Es ist 55 Jahre her, dass ein US-Außenminister, damals John Foster Dulles, ein libysches Staatsoberhaupt, damals König Idriss, besuchte. Nur insofern kann Washington den Besuch von Condoleezza Rice als "historisch" rühmen. Denn tatsächlich begann die Reparatur der Beziehungen schon 1999, als Gaddafi zwei mutmaßliche Verantwortliche für das Flugzeug-Attentat von Lockerbie auslieferte.

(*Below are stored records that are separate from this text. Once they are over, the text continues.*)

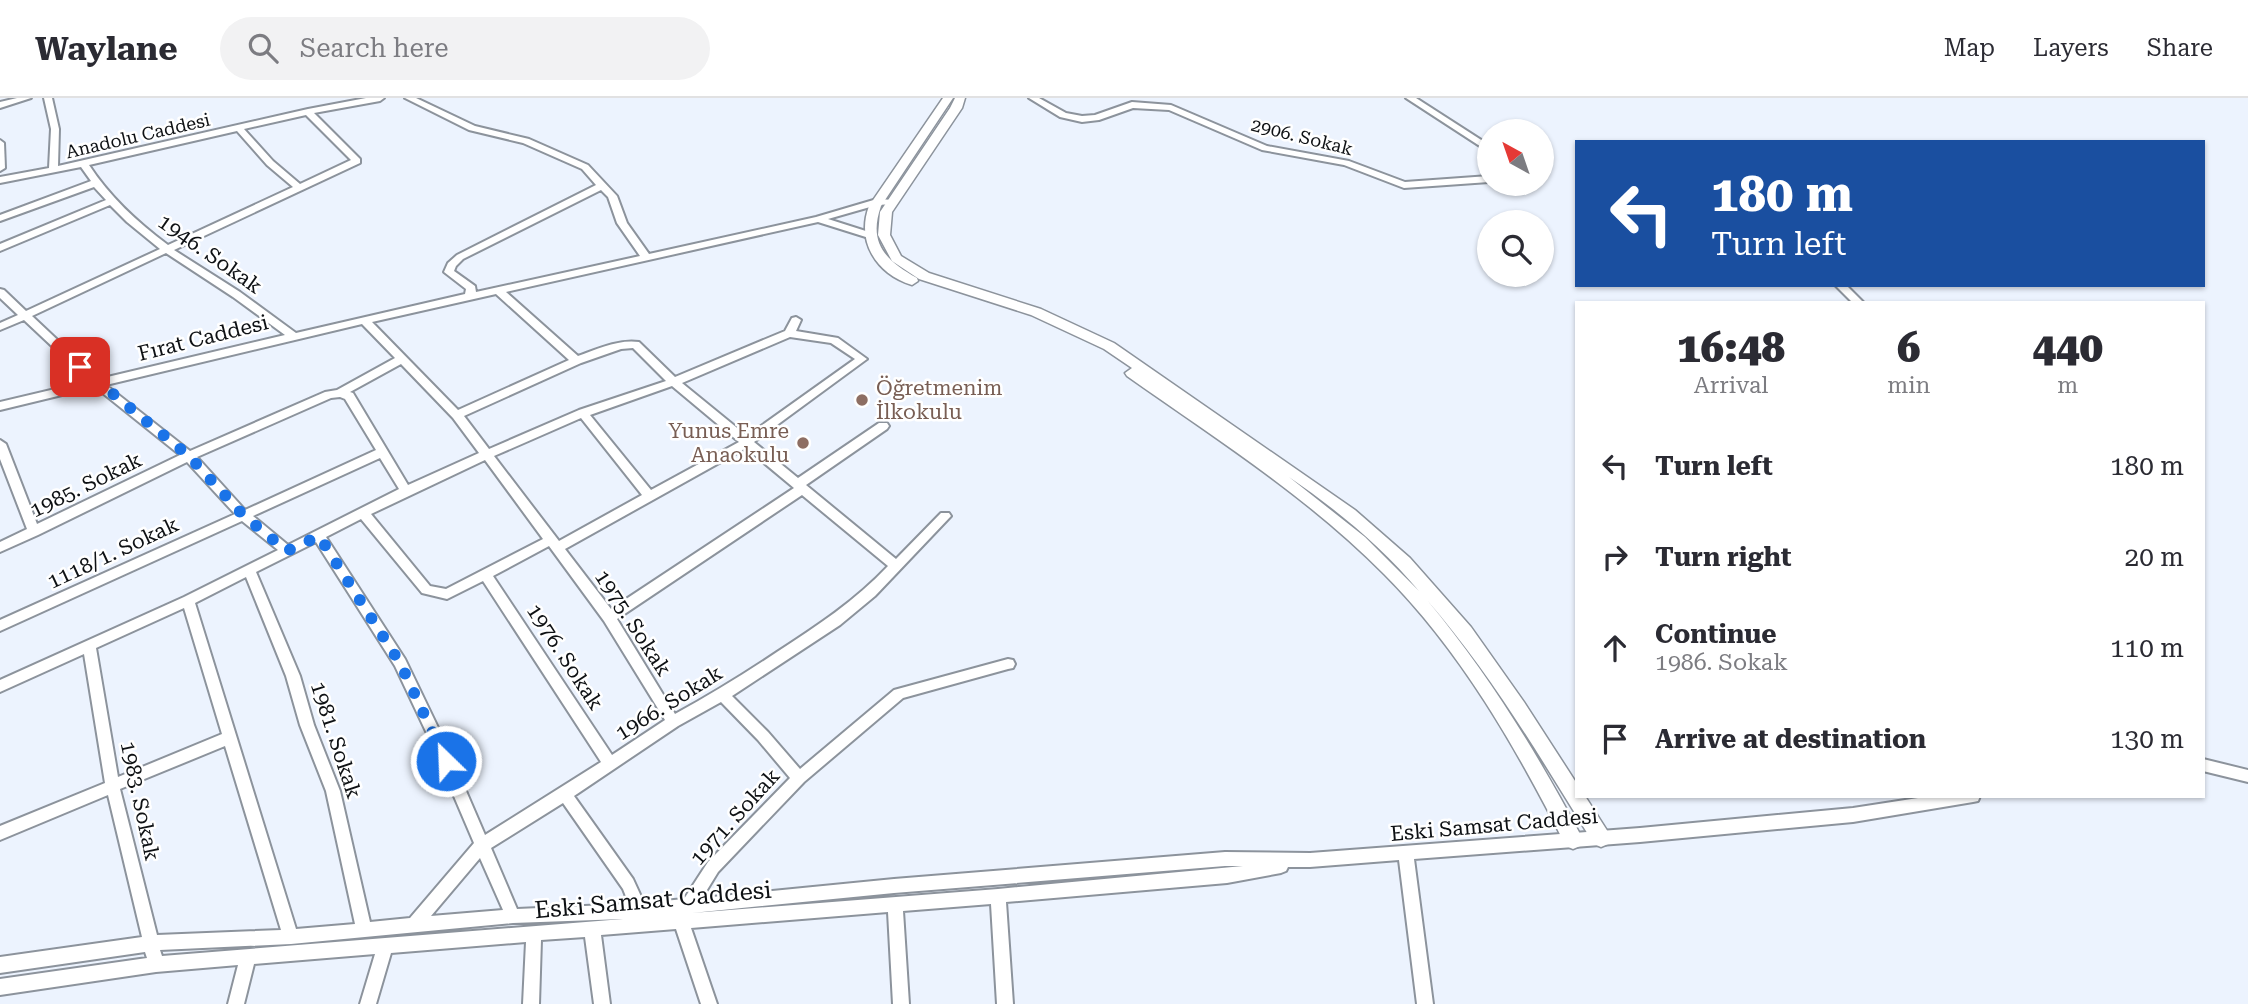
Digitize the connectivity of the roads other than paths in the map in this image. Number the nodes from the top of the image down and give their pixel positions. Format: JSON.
{"nodes":[{"id":1,"x":27,"y":98,"type":"edge"},
{"id":2,"x":48,"y":98,"type":"edge"},
{"id":3,"x":315,"y":98,"type":"edge"},
{"id":4,"x":380,"y":98,"type":"edge"},
{"id":5,"x":409,"y":98,"type":"edge"},
{"id":6,"x":1033,"y":98,"type":"edge"},
{"id":7,"x":1409,"y":98,"type":"edge"},
{"id":8,"x":952,"y":103,"type":"edge"},
{"id":9,"x":0,"y":105,"type":"edge"},
{"id":10,"x":323,"y":108,"type":"junction"},
{"id":11,"x":308,"y":111,"type":"junction"},
{"id":12,"x":239,"y":128,"type":"junction"},
{"id":13,"x":1477,"y":141,"type":"edge"},
{"id":14,"x":0,"y":143,"type":"edge"},
{"id":15,"x":84,"y":165,"type":"junction"},
{"id":16,"x":0,"y":168,"type":"edge"},
{"id":17,"x":53,"y":171,"type":"junction"},
{"id":18,"x":0,"y":180,"type":"edge"},
{"id":19,"x":1477,"y":180,"type":"edge"},
{"id":20,"x":95,"y":183,"type":"junction"},
{"id":21,"x":603,"y":185,"type":"junction"},
{"id":22,"x":298,"y":187,"type":"junction"},
{"id":23,"x":886,"y":200,"type":"junction"},
{"id":24,"x":110,"y":202,"type":"junction"},
{"id":25,"x":0,"y":218,"type":"edge"},
{"id":26,"x":818,"y":219,"type":"junction"},
{"id":27,"x":869,"y":235,"type":"junction"},
{"id":28,"x":0,"y":248,"type":"edge"},
{"id":29,"x":167,"y":251,"type":"junction"},
{"id":30,"x":646,"y":257,"type":"junction"},
{"id":31,"x":1842,"y":287,"type":"edge"},
{"id":32,"x":498,"y":290,"type":"junction"},
{"id":33,"x":0,"y":292,"type":"edge"},
{"id":34,"x":470,"y":296,"type":"junction"},
{"id":35,"x":1857,"y":301,"type":"edge"},
{"id":36,"x":27,"y":316,"type":"junction"},
{"id":37,"x":364,"y":320,"type":"junction"},
{"id":38,"x":796,"y":320,"type":"dead end"},
{"id":39,"x":0,"y":327,"type":"edge"},
{"id":40,"x":789,"y":333,"type":"junction"},
{"id":41,"x":293,"y":337,"type":"junction"},
{"id":42,"x":402,"y":359,"type":"junction"},
{"id":43,"x":576,"y":361,"type":"junction"},
{"id":44,"x":674,"y":382,"type":"junction"},
{"id":45,"x":98,"y":384,"type":"junction"},
{"id":46,"x":341,"y":393,"type":"junction"},
{"id":47,"x":0,"y":406,"type":"edge"},
{"id":48,"x":583,"y":413,"type":"junction"},
{"id":49,"x":457,"y":415,"type":"junction"},
{"id":50,"x":883,"y":426,"type":"dead end"},
{"id":51,"x":747,"y":442,"type":"junction"},
{"id":52,"x":0,"y":444,"type":"edge"},
{"id":53,"x":383,"y":452,"type":"junction"},
{"id":54,"x":486,"y":454,"type":"junction"},
{"id":55,"x":189,"y":456,"type":"junction"},
{"id":56,"x":799,"y":487,"type":"junction"},
{"id":57,"x":407,"y":491,"type":"junction"},
{"id":58,"x":649,"y":496,"type":"junction"},
{"id":59,"x":364,"y":514,"type":"junction"},
{"id":60,"x":243,"y":515,"type":"junction"},
{"id":61,"x":945,"y":516,"type":"dead end"},
{"id":62,"x":34,"y":531,"type":"junction"},
{"id":63,"x":319,"y":536,"type":"junction"},
{"id":64,"x":554,"y":543,"type":"junction"},
{"id":65,"x":0,"y":547,"type":"edge"},
{"id":66,"x":287,"y":551,"type":"junction"},
{"id":67,"x":896,"y":566,"type":"junction"},
{"id":68,"x":249,"y":570,"type":"junction"},
{"id":69,"x":485,"y":574,"type":"junction"},
{"id":70,"x":188,"y":601,"type":"junction"},
{"id":71,"x":609,"y":617,"type":"junction"},
{"id":72,"x":0,"y":626,"type":"edge"},
{"id":73,"x":89,"y":646,"type":"junction"},
{"id":74,"x":1007,"y":664,"type":"dead end"},
{"id":75,"x":0,"y":686,"type":"edge"},
{"id":76,"x":722,"y":695,"type":"junction"},
{"id":77,"x":673,"y":722,"type":"junction"},
{"id":78,"x":231,"y":737,"type":"junction"},
{"id":79,"x":610,"y":764,"type":"junction"},
{"id":80,"x":2205,"y":765,"type":"edge"},
{"id":81,"x":2248,"y":776,"type":"edge"},
{"id":82,"x":799,"y":778,"type":"junction"},
{"id":83,"x":113,"y":788,"type":"junction"},
{"id":84,"x":565,"y":794,"type":"junction"},
{"id":85,"x":1575,"y":797,"type":"edge"},
{"id":86,"x":1576,"y":798,"type":"edge"},
{"id":87,"x":1960,"y":798,"type":"edge"},
{"id":88,"x":0,"y":833,"type":"edge"},
{"id":89,"x":1601,"y":838,"type":"junction"},
{"id":90,"x":1573,"y":840,"type":"junction"},
{"id":91,"x":482,"y":845,"type":"junction"},
{"id":92,"x":1406,"y":854,"type":"junction"},
{"id":93,"x":1310,"y":860,"type":"junction"},
{"id":94,"x":998,"y":896,"type":"junction"},
{"id":95,"x":895,"y":903,"type":"junction"},
{"id":96,"x":688,"y":905,"type":"junction"},
{"id":97,"x":640,"y":911,"type":"junction"},
{"id":98,"x":513,"y":916,"type":"junction"},
{"id":99,"x":681,"y":921,"type":"junction"},
{"id":100,"x":416,"y":923,"type":"junction"},
{"id":101,"x":592,"y":928,"type":"junction"},
{"id":102,"x":364,"y":930,"type":"junction"},
{"id":103,"x":534,"y":932,"type":"junction"},
{"id":104,"x":291,"y":937,"type":"junction"},
{"id":105,"x":152,"y":943,"type":"junction"},
{"id":106,"x":385,"y":945,"type":"junction"},
{"id":107,"x":248,"y":957,"type":"junction"},
{"id":108,"x":156,"y":964,"type":"junction"},
{"id":109,"x":0,"y":965,"type":"edge"},
{"id":110,"x":0,"y":987,"type":"edge"},
{"id":111,"x":236,"y":1004,"type":"edge"},
{"id":112,"x":368,"y":1004,"type":"edge"},
{"id":113,"x":531,"y":1004,"type":"edge"},
{"id":114,"x":602,"y":1004,"type":"edge"},
{"id":115,"x":709,"y":1004,"type":"edge"},
{"id":116,"x":901,"y":1004,"type":"edge"},
{"id":117,"x":1005,"y":1004,"type":"edge"},
{"id":118,"x":1424,"y":1004,"type":"edge"}],
"edges":[{"from":1,"to":9,"type":"street"},
{"from":2,"to":17,"type":"street"},
{"from":3,"to":10,"type":"street"},
{"from":4,"to":10,"type":"street","name":"Anadolu Caddesi"},
{"from":5,"to":21,"type":"street"},
{"from":6,"to":19,"type":"street","name":"2906. Sokak"},
{"from":7,"to":13,"type":"street"},
{"from":8,"to":23,"type":"main road"},
{"from":10,"to":11,"type":"street","name":"Anadolu Caddesi"},
{"from":11,"to":12,"type":"street","name":"Anadolu Caddesi"},
{"from":11,"to":22,"type":"street"},
{"from":12,"to":15,"type":"street","name":"Anadolu Caddesi"},
{"from":12,"to":22,"type":"street"},
{"from":14,"to":16,"type":"street"},
{"from":15,"to":17,"type":"street","name":"Anadolu Caddesi"},
{"from":15,"to":20,"type":"street","name":"1946. Sokak"},
{"from":17,"to":18,"type":"street","name":"Anadolu Caddesi"},
{"from":20,"to":24,"type":"street","name":"1946. Sokak"},
{"from":20,"to":25,"type":"street"},
{"from":21,"to":30,"type":"street"},
{"from":21,"to":34,"type":"street"},
{"from":22,"to":29,"type":"street"},
{"from":23,"to":26,"type":"street","name":"Fırat Caddesi"},
{"from":23,"to":27,"type":"main road"},
{"from":23,"to":85,"type":"main road"},
{"from":24,"to":28,"type":"street"},
{"from":24,"to":29,"type":"street","name":"1946. Sokak"},
{"from":26,"to":27,"type":"street"},
{"from":26,"to":30,"type":"street","name":"Fırat Caddesi"},
{"from":27,"to":90,"type":"main road"},
{"from":29,"to":36,"type":"street"},
{"from":29,"to":41,"type":"street","name":"1946. Sokak"},
{"from":30,"to":32,"type":"street","name":"Fırat Caddesi"},
{"from":31,"to":35,"type":"street"},
{"from":32,"to":34,"type":"street","name":"Fırat Caddesi"},
{"from":32,"to":43,"type":"street"},
{"from":33,"to":36,"type":"street"},
{"from":34,"to":37,"type":"street","name":"Fırat Caddesi"},
{"from":36,"to":39,"type":"street"},
{"from":36,"to":45,"type":"street"},
{"from":37,"to":41,"type":"street","name":"Fırat Caddesi"},
{"from":37,"to":42,"type":"street","name":"1975. Sokak"},
{"from":38,"to":40,"type":"street"},
{"from":40,"to":44,"type":"street"},
{"from":40,"to":51,"type":"street"},
{"from":41,"to":45,"type":"street","name":"Fırat Caddesi"},
{"from":42,"to":46,"type":"street","name":"1985. Sokak"},
{"from":42,"to":49,"type":"street","name":"1975. Sokak"},
{"from":43,"to":44,"type":"street"},
{"from":43,"to":49,"type":"street"},
{"from":44,"to":48,"type":"street"},
{"from":44,"to":51,"type":"street"},
{"from":45,"to":47,"type":"street","name":"Fırat Caddesi"},
{"from":45,"to":55,"type":"street"},
{"from":46,"to":53,"type":"street"},
{"from":46,"to":55,"type":"street","name":"1985. Sokak"},
{"from":48,"to":54,"type":"street"},
{"from":48,"to":58,"type":"street"},
{"from":49,"to":54,"type":"street","name":"1975. Sokak"},
{"from":50,"to":56,"type":"street"},
{"from":51,"to":56,"type":"street"},
{"from":51,"to":58,"type":"street"},
{"from":52,"to":62,"type":"street"},
{"from":53,"to":57,"type":"street"},
{"from":53,"to":60,"type":"street","name":"1118/1. Sokak"},
{"from":54,"to":57,"type":"street"},
{"from":54,"to":64,"type":"street","name":"1975. Sokak"},
{"from":55,"to":60,"type":"street"},
{"from":55,"to":62,"type":"street","name":"1985. Sokak"},
{"from":56,"to":67,"type":"street"},
{"from":56,"to":71,"type":"street"},
{"from":57,"to":59,"type":"street"},
{"from":58,"to":64,"type":"street"},
{"from":59,"to":63,"type":"street"},
{"from":59,"to":69,"type":"street"},
{"from":60,"to":66,"type":"street"},
{"from":60,"to":72,"type":"street","name":"1118/1. Sokak"},
{"from":61,"to":67,"type":"street","name":"1966. Sokak"},
{"from":62,"to":65,"type":"street","name":"1985. Sokak"},
{"from":63,"to":66,"type":"street"},
{"from":63,"to":91,"type":"street"},
{"from":64,"to":69,"type":"street"},
{"from":64,"to":71,"type":"street","name":"1975. Sokak"},
{"from":66,"to":68,"type":"street"},
{"from":67,"to":76,"type":"street","name":"1966. Sokak"},
{"from":68,"to":70,"type":"street"},
{"from":68,"to":102,"type":"street","name":"1981. Sokak"},
{"from":69,"to":79,"type":"street","name":"1976. Sokak"},
{"from":70,"to":73,"type":"street"},
{"from":70,"to":78,"type":"street"},
{"from":71,"to":77,"type":"street","name":"1975. Sokak"},
{"from":73,"to":75,"type":"street"},
{"from":73,"to":83,"type":"street","name":"1983. Sokak"},
{"from":74,"to":82,"type":"street","name":"1971. Sokak"},
{"from":76,"to":77,"type":"street","name":"1966. Sokak"},
{"from":76,"to":82,"type":"street"},
{"from":77,"to":79,"type":"street","name":"1966. Sokak"},
{"from":78,"to":83,"type":"street"},
{"from":78,"to":104,"type":"street"},
{"from":79,"to":84,"type":"street","name":"1966. Sokak"},
{"from":80,"to":81,"type":"street"},
{"from":82,"to":96,"type":"street","name":"1971. Sokak"},
{"from":83,"to":88,"type":"street"},
{"from":83,"to":105,"type":"street","name":"1983. Sokak"},
{"from":84,"to":91,"type":"street","name":"1966. Sokak"},
{"from":84,"to":97,"type":"street"},
{"from":86,"to":89,"type":"main road"},
{"from":87,"to":89,"type":"street","name":"Eski Samsat Caddesi"},
{"from":89,"to":90,"type":"street","name":"Eski Samsat Caddesi"},
{"from":90,"to":92,"type":"street","name":"Eski Samsat Caddesi"},
{"from":91,"to":98,"type":"street"},
{"from":91,"to":100,"type":"street","name":"1966. Sokak"},
{"from":92,"to":93,"type":"street","name":"Eski Samsat Caddesi"},
{"from":92,"to":118,"type":"street"},
{"from":93,"to":94,"type":"street","name":"Eski Samsat Caddesi"},
{"from":93,"to":96,"type":"street","name":"Eski Samsat Caddesi"},
{"from":94,"to":95,"type":"street","name":"Eski Samsat Caddesi"},
{"from":94,"to":117,"type":"street"},
{"from":95,"to":99,"type":"street","name":"Eski Samsat Caddesi"},
{"from":95,"to":116,"type":"street"},
{"from":96,"to":97,"type":"street","name":"Eski Samsat Caddesi"},
{"from":96,"to":99,"type":"street","name":"1971. Sokak"},
{"from":97,"to":98,"type":"street","name":"Eski Samsat Caddesi"},
{"from":98,"to":100,"type":"street","name":"Eski Samsat Caddesi"},
{"from":99,"to":101,"type":"street","name":"Eski Samsat Caddesi"},
{"from":99,"to":115,"type":"street"},
{"from":100,"to":102,"type":"street","name":"Eski Samsat Caddesi"},
{"from":101,"to":103,"type":"street","name":"Eski Samsat Caddesi"},
{"from":101,"to":114,"type":"street"},
{"from":102,"to":104,"type":"street","name":"Eski Samsat Caddesi"},
{"from":103,"to":106,"type":"street","name":"Eski Samsat Caddesi"},
{"from":103,"to":113,"type":"street"},
{"from":104,"to":105,"type":"street","name":"Eski Samsat Caddesi"},
{"from":105,"to":108,"type":"street","name":"1983. Sokak"},
{"from":105,"to":109,"type":"street","name":"Eski Samsat Caddesi"},
{"from":106,"to":107,"type":"street","name":"Eski Samsat Caddesi"},
{"from":106,"to":112,"type":"street"},
{"from":107,"to":108,"type":"street","name":"Eski Samsat Caddesi"},
{"from":107,"to":111,"type":"street"},
{"from":108,"to":110,"type":"street","name":"Eski Samsat Caddesi"}]}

Weiteren Respekt erwarb sich der "tollwütige Hund des Nahen Ostens" - so einst US-Präsident Ronald Reagan -, indem er vor fünf Jahren auf Massenvernichtungswaffen verzichtete, die er noch gar nicht hatte. Staats- oder Regierungschefs der wichtigsten EU-Länder kamen bald zu Besuch nach Libyen. Inzwischen hatte Gaddafi dem Terrorismus abgeschworen und sich verpflichtet, den Hinterbliebenen der Attentats-Opfer Entschädigung zu zahlen.

Hinter dem banalen Schlagwort "Bekämpfung des Terrorismus" verbirgt sich indessen der wichtigste Dienst, den er den USA leistete. Als einer der Ersten hatte Gaddafi die Anschläge vom 11. September 2001 verurteilt. Seither hilft sein Geheimdienst, der in der arabischen Welt gut vernetzt ist, den Amerikanern bei der Ausforschung des radikal-islamischen Untergrundes. Die Islamisten hassen Gaddafi so sehr wie Amerika.

US-Behörden schauten weg

Selbst als Libyen für Washington noch ein "Schurkenstaat" war und Sanktionen seine Entwicklung bremsten, blieben die amerikanischen Erdöl-Konzessionen von Verstaatlichung verschont. Und obwohl Washington Amerikanern Reisen nach Libyen verboten hatte, kamen amerikanische Erdölfachleute mit Loseblattvisum nach Tripolis oder sie wurden durch Kanadier ersetzt.

US-Behörden schauten weg, wenn hochrangige Delegationen in Libyen den Investitionsbedarf für die Zeit nach der Normalisierung prüften. Auf keinen Fall wollten die Amerikaner das Feld den Europäern allein überlassen. Libyen hat die elftgrößten Reserven der Erde, sein Öl ist von bester Qualität, billig zu produzieren und nahe an den Märkten Europas.

Schon vor mehr als vier Jahren wurden in Tripolis wieder amerikanische Diplomaten angesiedelt. Im Juni 2004 wurde die Vertretung zum "Verbindungsbüro" befördert. Volle diplomatische Beziehungen wurden dann im Mai 2006 hergestellt. Der gleichzeitig ernannte Botschafter ist jedoch immer noch nicht auf seinem Posten, da die Demokraten im Senat seine Bestätigung aufhalten. Doch die US-Ölfirmen sind längst wieder da.

Aber nicht alle amerikanischen Regierungsvertreter sind bei Gaddafi willkommen. Als Condoleezza Rices Stellvertreter John Negroponte im letzten Jahr kam, auch er schon der hochrangigste Abgesandte seit einem halben Jahrhundert, wurde er vom Revolutionsführer nicht empfangen. Erst vor wenigen Tagen sagte Gaddafi zur Revolutionsfeier, der Streit mit den USA sei für immer begraben. Freundschaft wolle er nicht. "Wir möchten nur in Ruhe gelassen werden."